Stored items
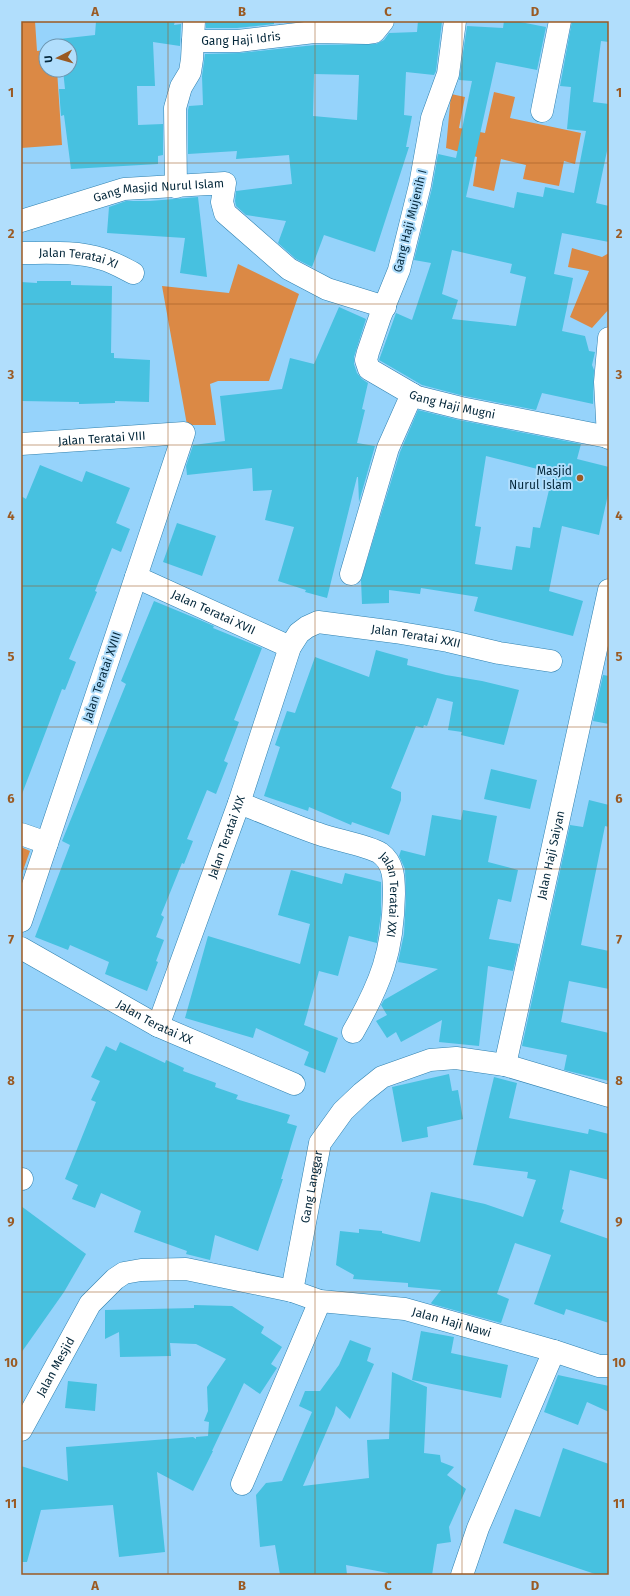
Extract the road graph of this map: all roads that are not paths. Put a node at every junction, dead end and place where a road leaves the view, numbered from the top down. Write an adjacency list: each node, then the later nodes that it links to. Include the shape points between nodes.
1 (383, 21): 4 (street, Gang Haji Idris, via 374,32 367,33 314,32 238,41)
2 (455, 21): 10 (street, Gang Haji Mujenih I, via 448,74 432,118 420,185 399,270)
3 (560, 21): 5 (street)
4 (194, 31): 6 (street, Gang Haji Idris, via 190,72 181,87 174,108)
5 (542, 111)
6 (176, 187): 7 (street, Gang Masjid Nurul Islam, via 124,189); 10 (street, Gang Masjid Nurul Islam, via 225,183 222,202 225,213 289,269 327,289)
7 (21, 221)
8 (21, 253): 9 (street, Jalan Teratai XI, via 71,253 115,264)
9 (133, 273)
10 (385, 307): 12 (street, Gang Haji Mujenih I, via 366,360 369,369)
11 (609, 338): 14 (street, via 605,382)
12 (412, 394): 14 (street, Gang Haji Mugni, via 461,408); 16 (street, Gang Haji Mugni, via 388,448)
13 (184, 433): 15 (street, Jalan Teratai VIII); 17 (street, Jalan Teratai XVIII)
14 (608, 437)
15 (21, 444)
16 (351, 574)
17 (136, 577): 19 (street, Jalan Teratai XVII); 24 (street, Jalan Teratai XVIII)
18 (609, 590): 20 (street)
19 (290, 647): 21 (street, Jalan Teratai XXII, via 298,633 318,622 395,632); 22 (street, Jalan Teratai XIX)
20 (603, 647): 29 (street, Jalan Haji Saiyan)
21 (551, 661)
22 (239, 803): 27 (street, Jalan Teratai XIX); 28 (street, Jalan Teratai XXI, via 319,834 375,850 389,864 394,878 391,940 377,986)
23 (21, 834): 24 (street)
24 (47, 842): 25 (street, Jalan Teratai XVIII)
25 (21, 921)
26 (21, 948): 27 (street, Jalan Teratai XX)
27 (158, 1026): 30 (street, Jalan Teratai XX)
28 (353, 1032)
29 (505, 1065): 31 (street, Gang Langgar); 32 (street, Gang Langgar, via 456,1058 430,1060 382,1077 343,1111 320,1143)
30 (294, 1084)
31 (609, 1096)
32 (292, 1291): 33 (street, Jalan Haji Nawi); 36 (street, Jalan Mesjid, via 186,1269 124,1273 90,1304)
33 (320, 1301): 34 (street, Jalan Haji Nawi, via 405,1309); 37 (street)
34 (554, 1351): 35 (street, Jalan Haji Nawi, via 599,1366); 38 (street, via 478,1528)
35 (609, 1366)
36 (21, 1430)
37 (242, 1484)
38 (462, 1575)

Problem details. Each record above needs to be transcribed word for word, with its pictures omitted.

Answer to the exercise.
Extract the road graph of this map: all roads that are not paths. Put a node at every junction, dead end and place where a road leaves the view, numbered from the top down. Write an adjacency list: each node, then the later nodes that it links to. Include the shape points between nodes.
1 (383, 21): 4 (street, Gang Haji Idris, via 374,32 367,33 314,32 238,41)
2 (455, 21): 10 (street, Gang Haji Mujenih I, via 448,74 432,118 420,185 399,270)
3 (560, 21): 5 (street)
4 (194, 31): 6 (street, Gang Haji Idris, via 190,72 181,87 174,108)
5 (542, 111)
6 (176, 187): 7 (street, Gang Masjid Nurul Islam, via 124,189); 10 (street, Gang Masjid Nurul Islam, via 225,183 222,202 225,213 289,269 327,289)
7 (21, 221)
8 (21, 253): 9 (street, Jalan Teratai XI, via 71,253 115,264)
9 (133, 273)
10 (385, 307): 12 (street, Gang Haji Mujenih I, via 366,360 369,369)
11 (609, 338): 14 (street, via 605,382)
12 (412, 394): 14 (street, Gang Haji Mugni, via 461,408); 16 (street, Gang Haji Mugni, via 388,448)
13 (184, 433): 15 (street, Jalan Teratai VIII); 17 (street, Jalan Teratai XVIII)
14 (608, 437)
15 (21, 444)
16 (351, 574)
17 (136, 577): 19 (street, Jalan Teratai XVII); 24 (street, Jalan Teratai XVIII)
18 (609, 590): 20 (street)
19 (290, 647): 21 (street, Jalan Teratai XXII, via 298,633 318,622 395,632); 22 (street, Jalan Teratai XIX)
20 (603, 647): 29 (street, Jalan Haji Saiyan)
21 (551, 661)
22 (239, 803): 27 (street, Jalan Teratai XIX); 28 (street, Jalan Teratai XXI, via 319,834 375,850 389,864 394,878 391,940 377,986)
23 (21, 834): 24 (street)
24 (47, 842): 25 (street, Jalan Teratai XVIII)
25 (21, 921)
26 (21, 948): 27 (street, Jalan Teratai XX)
27 (158, 1026): 30 (street, Jalan Teratai XX)
28 (353, 1032)
29 (505, 1065): 31 (street, Gang Langgar); 32 (street, Gang Langgar, via 456,1058 430,1060 382,1077 343,1111 320,1143)
30 (294, 1084)
31 (609, 1096)
32 (292, 1291): 33 (street, Jalan Haji Nawi); 36 (street, Jalan Mesjid, via 186,1269 124,1273 90,1304)
33 (320, 1301): 34 (street, Jalan Haji Nawi, via 405,1309); 37 (street)
34 (554, 1351): 35 (street, Jalan Haji Nawi, via 599,1366); 38 (street, via 478,1528)
35 (609, 1366)
36 (21, 1430)
37 (242, 1484)
38 (462, 1575)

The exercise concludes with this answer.